Journalist Privilege and Law Enforcement Leaks
In a very interesting case, U.S. District Court Judge Rosemary Collyer recently held a Washington Post reporter in contempt of court for not revealing the source of a leak in the investigation of Wen Ho Lee. [Click here for the court’s opinion.] The case involves a civil suit by Lee against a number of federal agencies for violating the Privacy Act of 1974, 5 U.S.C. § 552a. Lee was a scientist employed by the Department of Energy and was being investigated by the FBI for espionage for China. Ultimately, the espionage case collapsed and Lee pled guilty to one count of mishandling computer files.
During the investigation, Washington Post journalist Walter Pincus published a few articles about the Lee investigation, identifying him by name and discussing extensive details of the investigation, including “his and his wife’s employment histories, their financial transactions, details about their trips to Hong Kong and China, details concerning the Government investigation and interrogation, and purported results from polygraph tests.” Pincus indicated that anonymous government sources supplied him with the information.
Lee has sued the government for violating the Privacy Act, which prohibits government agencies (including the FBI) from disclosing records about an individual. Lee sought from Pincus who his sources were. Pincus raised the journalist privilege, claiming he should be sheilded from being forced to disclose.
In Branzburg v. Hayes, 408 U.S. 665 (1972), the Supreme Court held that the First Amendment did not “grant newsmen a testimonial privilege that other citizens do not enjoy.” Lower courts, however, nevertheless adopted a qualified journalist privilege. In the D.C. Circuit, where the Lee case is being litigated, the privilege applies except if (1) the reporter’s information is central to the plaintiff’s case; and (2) the plaintiff has exercised all reasonable alternatives to obtain the information elsewhere. The court in the Lee case found that both these elements were satisfied, and that therefore, Pincus did not have the privilege and had to disclose.
I blogged about this issue with regard to the Judith Miller and Valerie Plame case at Balkinization, and I’ve reproduced the post here. Basically, I argued that there should be a journalist privilege and it should apply whenever the leak is in the public interest. I used this test to separate cases of government whistleblowing (such as the Pentagon Papers), where the leaks serve the greater public interest, and cases like the leak of Plame being a CIA agent, which do not serve the public interest.

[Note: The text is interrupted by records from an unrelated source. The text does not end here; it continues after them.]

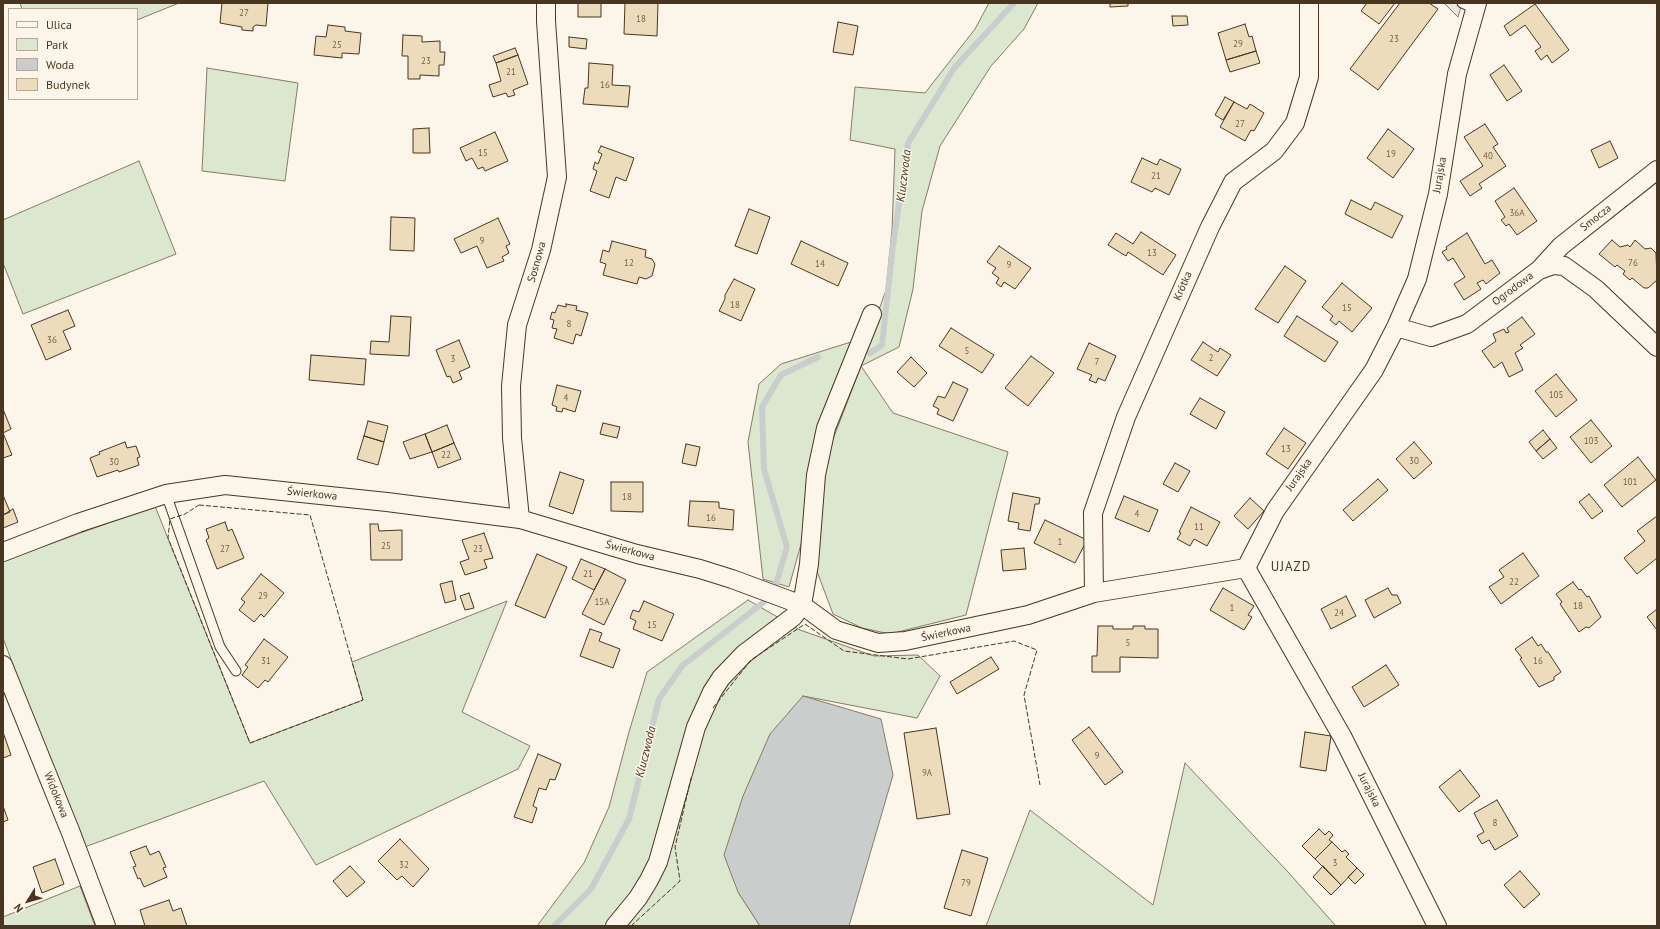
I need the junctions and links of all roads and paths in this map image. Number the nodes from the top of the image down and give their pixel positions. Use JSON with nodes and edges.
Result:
{"nodes":[{"id":1,"x":546,"y":3,"type":"edge"},
{"id":2,"x":1309,"y":3,"type":"edge"},
{"id":3,"x":1471,"y":5,"type":"edge"},
{"id":4,"x":1657,"y":170,"type":"edge"},
{"id":5,"x":1539,"y":270,"type":"junction"},
{"id":6,"x":872,"y":314,"type":"dead end"},
{"id":7,"x":1396,"y":327,"type":"junction"},
{"id":8,"x":1657,"y":347,"type":"edge"},
{"id":9,"x":166,"y":494,"type":"junction"},
{"id":10,"x":520,"y":520,"type":"junction"},
{"id":11,"x":3,"y":552,"type":"edge"},
{"id":12,"x":1246,"y":568,"type":"junction"},
{"id":13,"x":1094,"y":593,"type":"junction"},
{"id":14,"x":802,"y":605,"type":"junction"},
{"id":15,"x":3,"y":665,"type":"edge"},
{"id":16,"x":236,"y":671,"type":"dead end"},
{"id":17,"x":106,"y":926,"type":"edge"},
{"id":18,"x":615,"y":926,"type":"edge"},
{"id":19,"x":1437,"y":926,"type":"edge"}],
"edges":[{"from":1,"to":10,"type":"street","name":"Sosnowa"},
{"from":2,"to":13,"type":"street","name":"Krótka"},
{"from":3,"to":7,"type":"street","name":"Jurajska"},
{"from":4,"to":5,"type":"street","name":"Smocza"},
{"from":5,"to":7,"type":"street","name":"Ogrodowa"},
{"from":5,"to":8,"type":"street","name":"Ogrodowa"},
{"from":6,"to":14,"type":"street"},
{"from":7,"to":12,"type":"street","name":"Jurajska"},
{"from":9,"to":10,"type":"street","name":"Świerkowa"},
{"from":9,"to":11,"type":"street","name":"Świerkowa"},
{"from":9,"to":16,"type":"lane"},
{"from":10,"to":14,"type":"street","name":"Świerkowa"},
{"from":12,"to":13,"type":"street","name":"Świerkowa"},
{"from":12,"to":19,"type":"street","name":"Jurajska"},
{"from":13,"to":14,"type":"street","name":"Świerkowa"},
{"from":14,"to":18,"type":"street"},
{"from":15,"to":17,"type":"street","name":"Widokowa"}]}
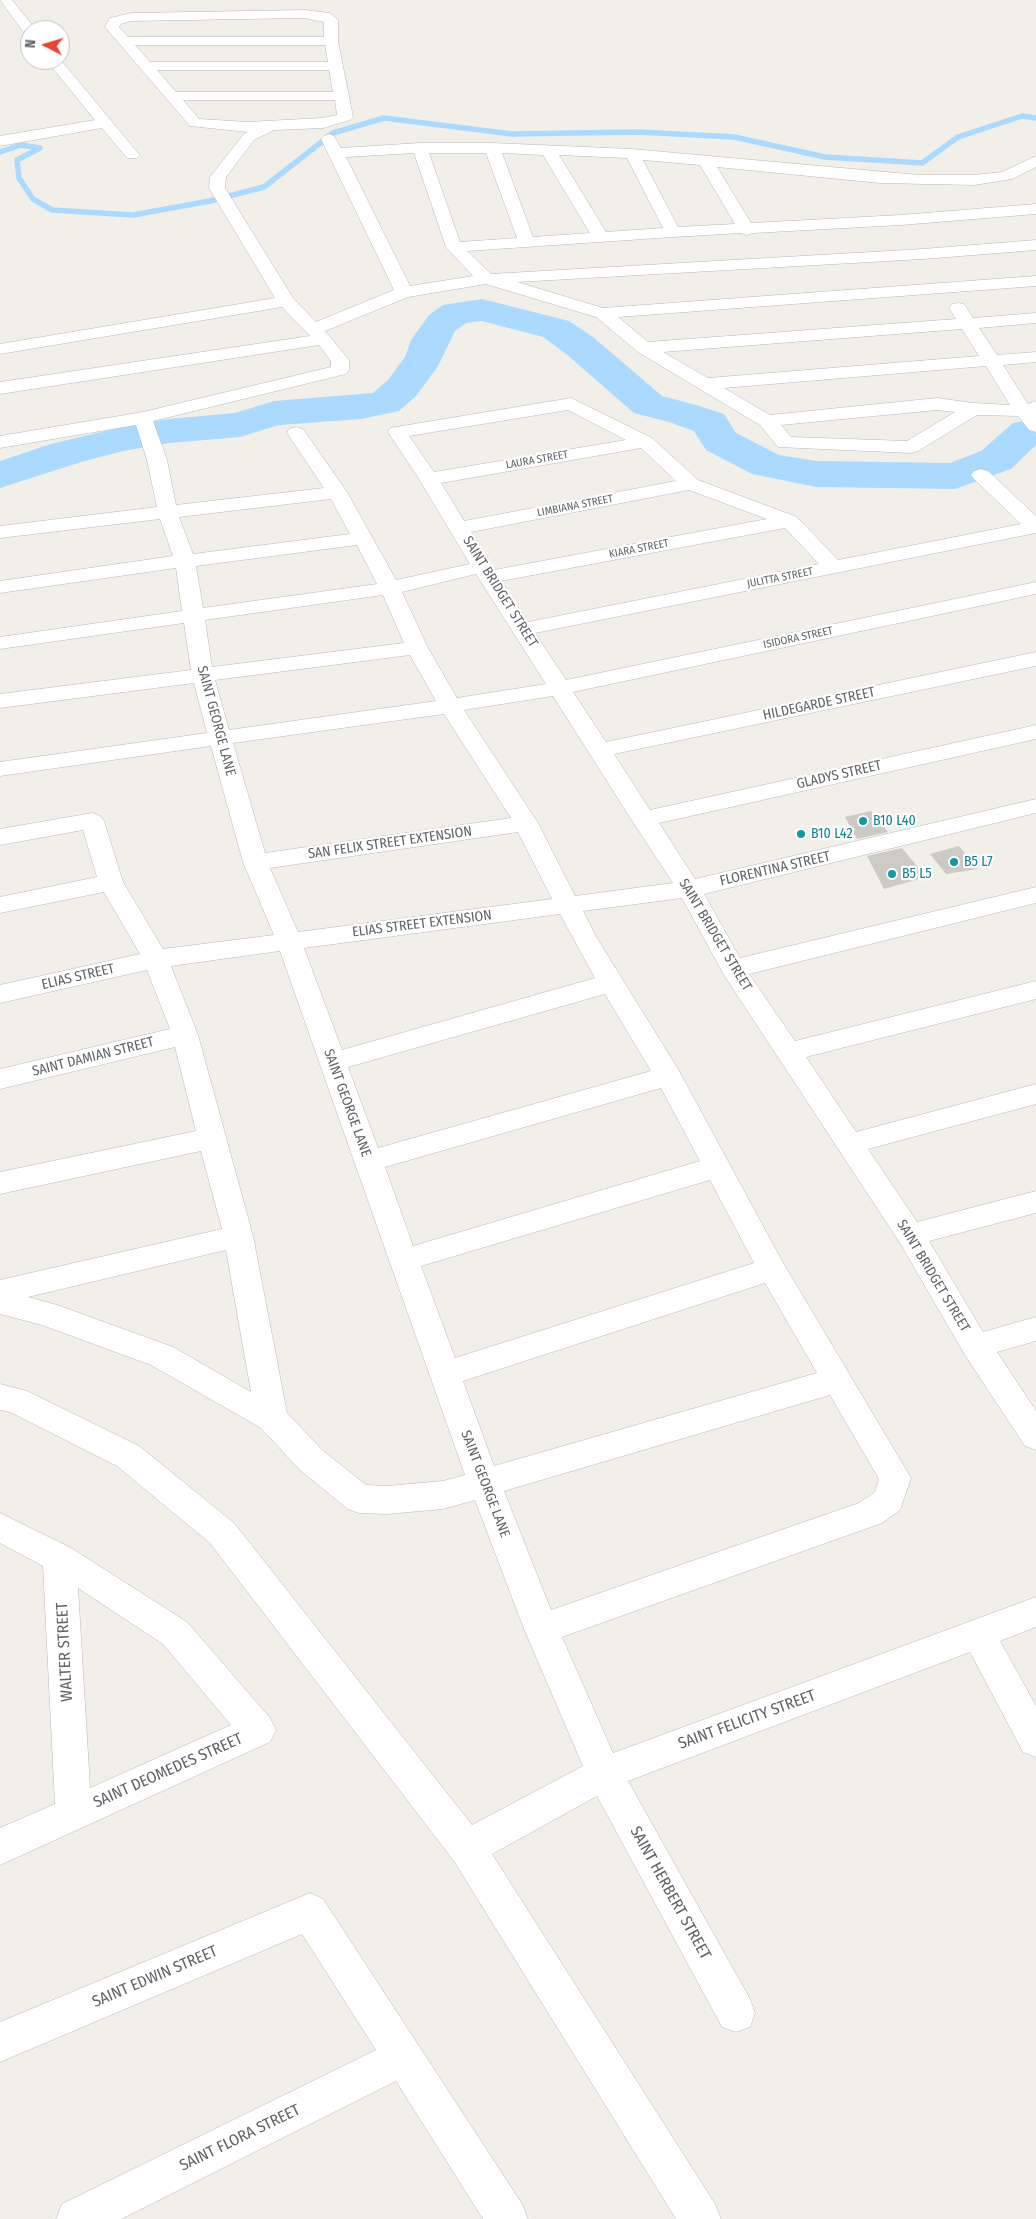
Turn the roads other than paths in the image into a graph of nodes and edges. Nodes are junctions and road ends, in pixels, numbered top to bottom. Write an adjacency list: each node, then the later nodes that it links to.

The public interest test would alter the analysis in the Lee case. The court’s test in the Lee case turns on the plaintiff’s need for the information; the public interest test looks at society’s interest in protecting journalists and promoting or discouraging certain kinds of leaks.
Of course, the criticism of a public interest for the privilege is that it leaves a lot to the discretion of the court. However, an absolute rule one way or the other (an absolute privilege or no privilege at all) would run into several problems. One could deny the journalist privilege entirely, but that could make it hard for people to whistleblow on government corruption to the media without being identified. And it places journalists in a very difficult position and could chill the reporting of important news stories.
On the other hand, an absolute privilege also runs into problems. First of all, who is a journalist? Should journalists only be individuals associated with a mainstream media publication? Why can’t bloggers be journalists? Why can’t anybody who writes for a public audience? I believe that there is no reasonable basis to distinguish mainstream media journalists from bloggers for the purpose of privilege. But this, however, creates a problem — the privilege might grow too large and might cover too many people, thus preventing a lot of important evidence gathering in both civil and criminal cases.
Second, there are instances where we want to ferret out and stop leaks. The Valerie Plame leak was a criminal act done in petty vindictiveness. Do we really want to create a rule that protects government officials who wrongfully leak to the media from being brought to justice?
In my post about the Plame case, I applied my public interest test to conclude that the Plame leak should not be protected by the privilege since the leak wasn’t in the public interest.
If we were to adopt my public interest test, however, the Wen Ho Lee case remains very difficult. As the court in the Wen Ho Lee case stated:
To accept Mr. Pincus’s argument that he is protected by privilege from revealing whether Government officials illegally leaked information about Dr. Lee would undermine the fundamental purpose of the Privacy Act. Congress has provided a private right of action for individuals who are harmed by a Government agency’s improper disclosure of confidential records. Accordingly, the law expressly discourages the kind of leaks that are at issue in this action.
Government investigations frequently have leaks, and these leaks can be extremely harmful to the subject of an investigation, who is not formally accused of any crime. The result of leaks is that subjects of investigations get tried in the media and often harassed — long before investigators can determine whether there’s really any case against them. Leaks such as this should be stamped out, but they can’t be unless there’s a way to investigate them.
Leaks in the course of government investigations that violate the Privacy Act are not in the public interest, and would not justify the privilege. I come to this conclusion reluctantly, however, as there are no easy answers to the issue of when journalist privilege should apply.